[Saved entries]
--- START ---
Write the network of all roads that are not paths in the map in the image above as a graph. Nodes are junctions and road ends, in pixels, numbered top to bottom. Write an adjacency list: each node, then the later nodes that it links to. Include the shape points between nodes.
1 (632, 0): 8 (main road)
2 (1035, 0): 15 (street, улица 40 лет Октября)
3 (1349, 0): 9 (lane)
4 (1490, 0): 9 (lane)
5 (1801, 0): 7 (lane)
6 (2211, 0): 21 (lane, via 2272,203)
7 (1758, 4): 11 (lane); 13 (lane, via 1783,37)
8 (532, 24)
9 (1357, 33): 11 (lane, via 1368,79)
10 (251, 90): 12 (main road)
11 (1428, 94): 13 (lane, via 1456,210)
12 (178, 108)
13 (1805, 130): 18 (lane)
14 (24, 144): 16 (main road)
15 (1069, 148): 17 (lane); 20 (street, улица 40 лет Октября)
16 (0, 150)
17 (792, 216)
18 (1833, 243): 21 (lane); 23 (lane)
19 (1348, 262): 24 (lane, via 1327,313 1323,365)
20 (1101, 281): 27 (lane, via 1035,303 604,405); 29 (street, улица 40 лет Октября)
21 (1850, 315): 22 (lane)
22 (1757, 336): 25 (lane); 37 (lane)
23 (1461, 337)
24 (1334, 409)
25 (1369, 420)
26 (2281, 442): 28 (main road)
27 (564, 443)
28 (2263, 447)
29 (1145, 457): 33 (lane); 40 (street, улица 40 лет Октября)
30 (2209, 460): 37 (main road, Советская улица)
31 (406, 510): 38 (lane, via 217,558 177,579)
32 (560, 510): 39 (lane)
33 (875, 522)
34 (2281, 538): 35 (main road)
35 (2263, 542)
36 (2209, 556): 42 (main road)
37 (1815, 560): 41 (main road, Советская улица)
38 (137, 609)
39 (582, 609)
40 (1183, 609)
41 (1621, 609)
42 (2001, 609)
--- END ---
## Exercise brief
Nothing may be omitted; retype every record exactly.

## Expected answer
Write the network of all roads that are not paths in the map in the image above as a graph. Nodes are junctions and road ends, in pixels, numbered top to bottom. Write an adjacency list: each node, then the later nodes that it links to. Include the shape points between nodes.
1 (632, 0): 8 (main road)
2 (1035, 0): 15 (street, улица 40 лет Октября)
3 (1349, 0): 9 (lane)
4 (1490, 0): 9 (lane)
5 (1801, 0): 7 (lane)
6 (2211, 0): 21 (lane, via 2272,203)
7 (1758, 4): 11 (lane); 13 (lane, via 1783,37)
8 (532, 24)
9 (1357, 33): 11 (lane, via 1368,79)
10 (251, 90): 12 (main road)
11 (1428, 94): 13 (lane, via 1456,210)
12 (178, 108)
13 (1805, 130): 18 (lane)
14 (24, 144): 16 (main road)
15 (1069, 148): 17 (lane); 20 (street, улица 40 лет Октября)
16 (0, 150)
17 (792, 216)
18 (1833, 243): 21 (lane); 23 (lane)
19 (1348, 262): 24 (lane, via 1327,313 1323,365)
20 (1101, 281): 27 (lane, via 1035,303 604,405); 29 (street, улица 40 лет Октября)
21 (1850, 315): 22 (lane)
22 (1757, 336): 25 (lane); 37 (lane)
23 (1461, 337)
24 (1334, 409)
25 (1369, 420)
26 (2281, 442): 28 (main road)
27 (564, 443)
28 (2263, 447)
29 (1145, 457): 33 (lane); 40 (street, улица 40 лет Октября)
30 (2209, 460): 37 (main road, Советская улица)
31 (406, 510): 38 (lane, via 217,558 177,579)
32 (560, 510): 39 (lane)
33 (875, 522)
34 (2281, 538): 35 (main road)
35 (2263, 542)
36 (2209, 556): 42 (main road)
37 (1815, 560): 41 (main road, Советская улица)
38 (137, 609)
39 (582, 609)
40 (1183, 609)
41 (1621, 609)
42 (2001, 609)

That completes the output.